- The Washington Times - Thursday, April 17, 2003

RICHMOND Legislation allowing Virginia to sell $118 million in bonds to pay for long-delayed repairs to Virginia's moldy, historical Capitol and deteriorating, derelict buildings nearby was signed into law by Gov. Mark Warner.
The four-year project will force the General Assembly out of the Capitol designed by Thomas Jefferson for only the second time in 200 years. Completion of the project is expected by 2007, the year Virginia marks the 400th anniversary of the founding of the Jamestown Settlement.
"The focus of the world will be on the commonwealth. The fact of the matter is that we're going to make sure this centerpiece of democracy in the commonwealth, this centerpiece of democracy in America will be at its shining best for that celebration," Mr. Warner, a Democrat, said.
The building that once housed the Confederate Congress faces substantial problems from destructive mold, antiquated and dangerous wiring and a sodden, fired-brick original foundation that, through the centuries, has begun to revert to soil in places.
The state also will have to consider razing the Finance Building, a structure that has housed the state Supreme Court and the State Library since its completion in 1896.
The 72,418-square-foot building was last occupied by the secretary of the commonwealth in 1999. Now, its brick and plaster cornices are crumbling and falling, wood throughout the building is rotting and water sometimes stands on its floors.
The 80-year-old L-shaped Washington Building on the Capitol's southeastern corner is still occupied but will require a comprehensive renovation to bring it into compliance with modern safety, plumbing, electrical and mechanical codes. The 12-story, 122,980-square-foot structure has no fire-suppression system, and its elevator system is so outdated that its electronic control panel uses 1950s-era vacuum tubes.
Construction on the project is already under way with renovation of the old State Library on the northeastern corner of Capitol Square. Crews are fashioning temporary House and Senate chambers where the General Assembly will hold its 2006 session while the Capitol is cloaked in scaffolding and closed for repairs.
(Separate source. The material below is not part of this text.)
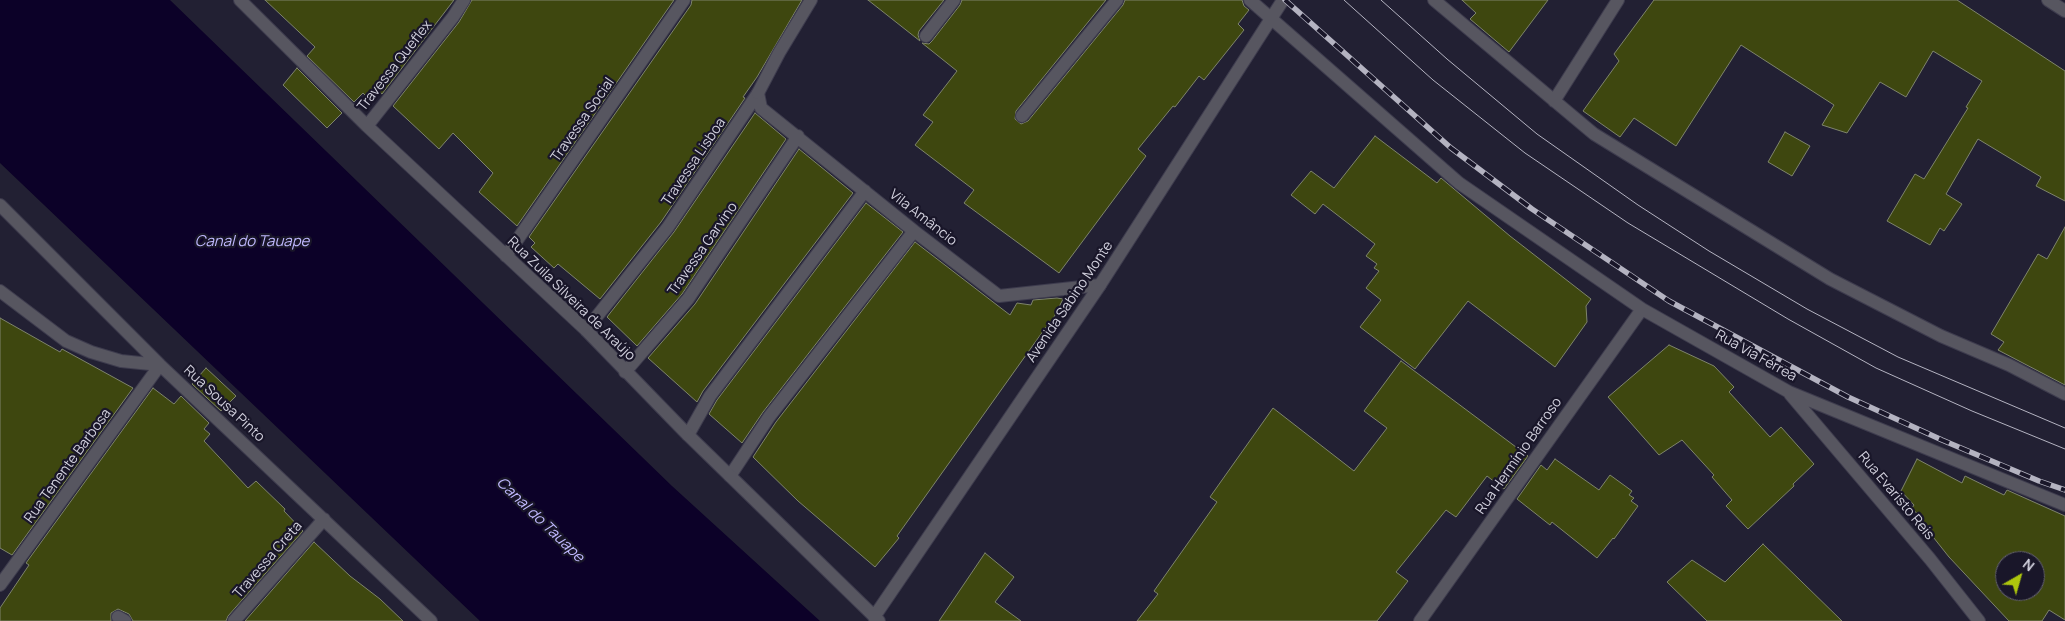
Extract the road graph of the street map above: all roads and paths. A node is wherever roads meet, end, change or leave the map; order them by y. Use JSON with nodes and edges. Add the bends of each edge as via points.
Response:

The temple-style Capitol is one of three Jefferson-designed structures that architects and scholars have designated as masterpieces, said Daniel P. Jordan, president of the Thomas Jefferson Foundation. The others are the Academical Village at the University of Virginia, which the third president founded, and Monticello, Jefferson's mountaintop home near Charlottesville.
Jefferson was overseas during the time the structure was built, Mr. Jordan said.
The first General Assembly convened in it in October of 1788. Since then, the only year the legislature did not meet in the Capitol was 1849, when a cholera scare in Richmond forced the lawmakers to convene at a hotel in Warrenton.
From 1862 until Richmond fell three years later, the Confederate Congress used the building. Robert E. Lee assumed command of Rebel forces in the building.
In the early 1900s, wings were added to the east and west of Jefferson's original structure with expanded chambers for the Senate and House of Delegates.
In the late 1990s, the state performed a complete overhaul of the Executive Mansion, forcing Gov. James S. Gilmore III and his family to take up residence elsewhere in Richmond for nearly two years.
Former first lady Roxane Gilmore, honorary chairman of the Jamestown 2007 steering committee, said she was delighted that preservation of the other historic structures around the mansion is now assured.
"These efforts are more than just preserving buildings," Mr. Gilmore said.
" The Capitol and the mansion are the hub of economic development and tourism in the commonwealth, and their condition must reflect the vitality and quality synonymous with Virginia's place in the nation."